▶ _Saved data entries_

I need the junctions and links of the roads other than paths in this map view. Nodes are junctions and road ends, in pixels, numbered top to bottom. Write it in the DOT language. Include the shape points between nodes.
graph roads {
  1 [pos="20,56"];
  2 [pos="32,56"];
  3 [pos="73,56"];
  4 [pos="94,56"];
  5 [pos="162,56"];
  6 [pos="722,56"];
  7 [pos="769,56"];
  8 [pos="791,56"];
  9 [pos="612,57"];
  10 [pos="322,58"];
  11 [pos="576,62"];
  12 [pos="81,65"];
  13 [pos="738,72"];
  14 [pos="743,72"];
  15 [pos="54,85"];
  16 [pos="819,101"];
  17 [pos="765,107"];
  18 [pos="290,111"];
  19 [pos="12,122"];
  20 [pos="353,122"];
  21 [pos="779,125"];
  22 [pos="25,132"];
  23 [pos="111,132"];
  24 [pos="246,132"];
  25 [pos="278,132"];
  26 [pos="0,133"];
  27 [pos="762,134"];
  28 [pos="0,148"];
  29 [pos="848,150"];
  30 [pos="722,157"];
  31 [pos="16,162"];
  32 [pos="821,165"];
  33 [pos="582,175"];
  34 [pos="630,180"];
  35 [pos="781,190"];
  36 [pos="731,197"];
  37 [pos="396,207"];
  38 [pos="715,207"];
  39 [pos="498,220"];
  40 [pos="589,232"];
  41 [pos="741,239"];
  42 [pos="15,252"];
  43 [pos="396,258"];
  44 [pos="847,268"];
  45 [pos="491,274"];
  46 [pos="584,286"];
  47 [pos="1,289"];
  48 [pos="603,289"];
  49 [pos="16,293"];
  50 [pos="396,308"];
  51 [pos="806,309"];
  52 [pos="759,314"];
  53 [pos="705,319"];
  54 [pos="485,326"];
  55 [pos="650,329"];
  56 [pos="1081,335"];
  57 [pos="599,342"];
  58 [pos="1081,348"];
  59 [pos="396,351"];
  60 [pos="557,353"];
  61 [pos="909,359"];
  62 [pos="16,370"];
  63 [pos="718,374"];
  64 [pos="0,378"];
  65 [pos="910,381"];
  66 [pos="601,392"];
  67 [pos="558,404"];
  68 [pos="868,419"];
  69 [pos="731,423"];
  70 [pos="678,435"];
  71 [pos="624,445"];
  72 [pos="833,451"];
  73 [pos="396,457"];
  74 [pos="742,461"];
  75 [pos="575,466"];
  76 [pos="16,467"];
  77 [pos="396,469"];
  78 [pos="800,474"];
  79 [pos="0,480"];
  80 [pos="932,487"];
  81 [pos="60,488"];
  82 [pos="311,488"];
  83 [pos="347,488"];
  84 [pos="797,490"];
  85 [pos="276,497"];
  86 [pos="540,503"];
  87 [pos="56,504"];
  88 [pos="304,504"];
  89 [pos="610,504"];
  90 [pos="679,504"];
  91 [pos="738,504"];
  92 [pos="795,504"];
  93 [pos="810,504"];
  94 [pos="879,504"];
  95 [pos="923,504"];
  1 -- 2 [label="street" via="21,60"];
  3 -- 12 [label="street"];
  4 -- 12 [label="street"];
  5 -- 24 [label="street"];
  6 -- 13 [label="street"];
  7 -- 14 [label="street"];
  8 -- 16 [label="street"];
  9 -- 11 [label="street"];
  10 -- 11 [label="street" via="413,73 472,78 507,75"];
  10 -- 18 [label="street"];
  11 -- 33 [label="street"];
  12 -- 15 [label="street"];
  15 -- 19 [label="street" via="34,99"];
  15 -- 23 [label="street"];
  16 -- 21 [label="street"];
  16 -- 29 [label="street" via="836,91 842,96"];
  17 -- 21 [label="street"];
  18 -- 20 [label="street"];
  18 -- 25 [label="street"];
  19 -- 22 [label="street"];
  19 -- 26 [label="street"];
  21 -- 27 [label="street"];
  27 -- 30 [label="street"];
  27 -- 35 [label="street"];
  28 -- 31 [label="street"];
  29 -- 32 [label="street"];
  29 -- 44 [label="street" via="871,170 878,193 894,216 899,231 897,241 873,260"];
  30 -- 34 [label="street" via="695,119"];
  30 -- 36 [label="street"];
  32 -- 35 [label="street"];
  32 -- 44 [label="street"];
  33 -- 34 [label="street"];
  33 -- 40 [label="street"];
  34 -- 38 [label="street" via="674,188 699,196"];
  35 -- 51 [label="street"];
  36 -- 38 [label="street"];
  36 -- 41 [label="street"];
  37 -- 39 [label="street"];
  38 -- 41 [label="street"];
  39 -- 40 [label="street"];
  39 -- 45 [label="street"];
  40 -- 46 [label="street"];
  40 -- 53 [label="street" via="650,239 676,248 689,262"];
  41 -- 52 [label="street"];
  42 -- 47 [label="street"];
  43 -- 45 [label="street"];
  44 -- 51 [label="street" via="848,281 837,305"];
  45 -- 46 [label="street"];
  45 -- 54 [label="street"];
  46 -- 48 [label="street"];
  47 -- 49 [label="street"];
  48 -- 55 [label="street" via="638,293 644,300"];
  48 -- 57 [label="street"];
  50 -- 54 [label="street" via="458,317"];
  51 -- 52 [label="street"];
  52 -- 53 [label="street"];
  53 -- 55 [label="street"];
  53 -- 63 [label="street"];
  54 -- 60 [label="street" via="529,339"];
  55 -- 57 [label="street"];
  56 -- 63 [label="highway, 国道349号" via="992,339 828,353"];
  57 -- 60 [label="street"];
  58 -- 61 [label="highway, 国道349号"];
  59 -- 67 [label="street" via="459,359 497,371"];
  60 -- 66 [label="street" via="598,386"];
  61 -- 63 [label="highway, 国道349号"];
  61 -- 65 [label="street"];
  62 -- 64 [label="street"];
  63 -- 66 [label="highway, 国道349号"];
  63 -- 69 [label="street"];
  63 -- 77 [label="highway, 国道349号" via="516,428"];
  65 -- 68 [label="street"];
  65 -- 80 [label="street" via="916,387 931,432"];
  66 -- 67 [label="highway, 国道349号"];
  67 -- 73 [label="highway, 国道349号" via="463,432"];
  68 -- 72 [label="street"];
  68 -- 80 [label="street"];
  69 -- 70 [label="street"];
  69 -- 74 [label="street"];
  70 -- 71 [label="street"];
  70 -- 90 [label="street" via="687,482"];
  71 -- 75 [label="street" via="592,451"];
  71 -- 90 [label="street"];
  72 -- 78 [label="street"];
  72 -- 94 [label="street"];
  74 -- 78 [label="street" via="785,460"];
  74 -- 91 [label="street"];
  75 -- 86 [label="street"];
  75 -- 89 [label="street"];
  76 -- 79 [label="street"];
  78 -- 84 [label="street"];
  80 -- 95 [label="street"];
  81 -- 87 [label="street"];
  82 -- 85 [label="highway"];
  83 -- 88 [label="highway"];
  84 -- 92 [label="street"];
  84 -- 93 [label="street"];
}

▶ _Prompt_
Retype the records above in full, with no differences.

▶ _Written answer_
I need the junctions and links of the roads other than paths in this map view. Nodes are junctions and road ends, in pixels, numbered top to bottom. Write it in the DOT language. Include the shape points between nodes.
graph roads {
  1 [pos="20,56"];
  2 [pos="32,56"];
  3 [pos="73,56"];
  4 [pos="94,56"];
  5 [pos="162,56"];
  6 [pos="722,56"];
  7 [pos="769,56"];
  8 [pos="791,56"];
  9 [pos="612,57"];
  10 [pos="322,58"];
  11 [pos="576,62"];
  12 [pos="81,65"];
  13 [pos="738,72"];
  14 [pos="743,72"];
  15 [pos="54,85"];
  16 [pos="819,101"];
  17 [pos="765,107"];
  18 [pos="290,111"];
  19 [pos="12,122"];
  20 [pos="353,122"];
  21 [pos="779,125"];
  22 [pos="25,132"];
  23 [pos="111,132"];
  24 [pos="246,132"];
  25 [pos="278,132"];
  26 [pos="0,133"];
  27 [pos="762,134"];
  28 [pos="0,148"];
  29 [pos="848,150"];
  30 [pos="722,157"];
  31 [pos="16,162"];
  32 [pos="821,165"];
  33 [pos="582,175"];
  34 [pos="630,180"];
  35 [pos="781,190"];
  36 [pos="731,197"];
  37 [pos="396,207"];
  38 [pos="715,207"];
  39 [pos="498,220"];
  40 [pos="589,232"];
  41 [pos="741,239"];
  42 [pos="15,252"];
  43 [pos="396,258"];
  44 [pos="847,268"];
  45 [pos="491,274"];
  46 [pos="584,286"];
  47 [pos="1,289"];
  48 [pos="603,289"];
  49 [pos="16,293"];
  50 [pos="396,308"];
  51 [pos="806,309"];
  52 [pos="759,314"];
  53 [pos="705,319"];
  54 [pos="485,326"];
  55 [pos="650,329"];
  56 [pos="1081,335"];
  57 [pos="599,342"];
  58 [pos="1081,348"];
  59 [pos="396,351"];
  60 [pos="557,353"];
  61 [pos="909,359"];
  62 [pos="16,370"];
  63 [pos="718,374"];
  64 [pos="0,378"];
  65 [pos="910,381"];
  66 [pos="601,392"];
  67 [pos="558,404"];
  68 [pos="868,419"];
  69 [pos="731,423"];
  70 [pos="678,435"];
  71 [pos="624,445"];
  72 [pos="833,451"];
  73 [pos="396,457"];
  74 [pos="742,461"];
  75 [pos="575,466"];
  76 [pos="16,467"];
  77 [pos="396,469"];
  78 [pos="800,474"];
  79 [pos="0,480"];
  80 [pos="932,487"];
  81 [pos="60,488"];
  82 [pos="311,488"];
  83 [pos="347,488"];
  84 [pos="797,490"];
  85 [pos="276,497"];
  86 [pos="540,503"];
  87 [pos="56,504"];
  88 [pos="304,504"];
  89 [pos="610,504"];
  90 [pos="679,504"];
  91 [pos="738,504"];
  92 [pos="795,504"];
  93 [pos="810,504"];
  94 [pos="879,504"];
  95 [pos="923,504"];
  1 -- 2 [label="street" via="21,60"];
  3 -- 12 [label="street"];
  4 -- 12 [label="street"];
  5 -- 24 [label="street"];
  6 -- 13 [label="street"];
  7 -- 14 [label="street"];
  8 -- 16 [label="street"];
  9 -- 11 [label="street"];
  10 -- 11 [label="street" via="413,73 472,78 507,75"];
  10 -- 18 [label="street"];
  11 -- 33 [label="street"];
  12 -- 15 [label="street"];
  15 -- 19 [label="street" via="34,99"];
  15 -- 23 [label="street"];
  16 -- 21 [label="street"];
  16 -- 29 [label="street" via="836,91 842,96"];
  17 -- 21 [label="street"];
  18 -- 20 [label="street"];
  18 -- 25 [label="street"];
  19 -- 22 [label="street"];
  19 -- 26 [label="street"];
  21 -- 27 [label="street"];
  27 -- 30 [label="street"];
  27 -- 35 [label="street"];
  28 -- 31 [label="street"];
  29 -- 32 [label="street"];
  29 -- 44 [label="street" via="871,170 878,193 894,216 899,231 897,241 873,260"];
  30 -- 34 [label="street" via="695,119"];
  30 -- 36 [label="street"];
  32 -- 35 [label="street"];
  32 -- 44 [label="street"];
  33 -- 34 [label="street"];
  33 -- 40 [label="street"];
  34 -- 38 [label="street" via="674,188 699,196"];
  35 -- 51 [label="street"];
  36 -- 38 [label="street"];
  36 -- 41 [label="street"];
  37 -- 39 [label="street"];
  38 -- 41 [label="street"];
  39 -- 40 [label="street"];
  39 -- 45 [label="street"];
  40 -- 46 [label="street"];
  40 -- 53 [label="street" via="650,239 676,248 689,262"];
  41 -- 52 [label="street"];
  42 -- 47 [label="street"];
  43 -- 45 [label="street"];
  44 -- 51 [label="street" via="848,281 837,305"];
  45 -- 46 [label="street"];
  45 -- 54 [label="street"];
  46 -- 48 [label="street"];
  47 -- 49 [label="street"];
  48 -- 55 [label="street" via="638,293 644,300"];
  48 -- 57 [label="street"];
  50 -- 54 [label="street" via="458,317"];
  51 -- 52 [label="street"];
  52 -- 53 [label="street"];
  53 -- 55 [label="street"];
  53 -- 63 [label="street"];
  54 -- 60 [label="street" via="529,339"];
  55 -- 57 [label="street"];
  56 -- 63 [label="highway, 国道349号" via="992,339 828,353"];
  57 -- 60 [label="street"];
  58 -- 61 [label="highway, 国道349号"];
  59 -- 67 [label="street" via="459,359 497,371"];
  60 -- 66 [label="street" via="598,386"];
  61 -- 63 [label="highway, 国道349号"];
  61 -- 65 [label="street"];
  62 -- 64 [label="street"];
  63 -- 66 [label="highway, 国道349号"];
  63 -- 69 [label="street"];
  63 -- 77 [label="highway, 国道349号" via="516,428"];
  65 -- 68 [label="street"];
  65 -- 80 [label="street" via="916,387 931,432"];
  66 -- 67 [label="highway, 国道349号"];
  67 -- 73 [label="highway, 国道349号" via="463,432"];
  68 -- 72 [label="street"];
  68 -- 80 [label="street"];
  69 -- 70 [label="street"];
  69 -- 74 [label="street"];
  70 -- 71 [label="street"];
  70 -- 90 [label="street" via="687,482"];
  71 -- 75 [label="street" via="592,451"];
  71 -- 90 [label="street"];
  72 -- 78 [label="street"];
  72 -- 94 [label="street"];
  74 -- 78 [label="street" via="785,460"];
  74 -- 91 [label="street"];
  75 -- 86 [label="street"];
  75 -- 89 [label="street"];
  76 -- 79 [label="street"];
  78 -- 84 [label="street"];
  80 -- 95 [label="street"];
  81 -- 87 [label="street"];
  82 -- 85 [label="highway"];
  83 -- 88 [label="highway"];
  84 -- 92 [label="street"];
  84 -- 93 [label="street"];
}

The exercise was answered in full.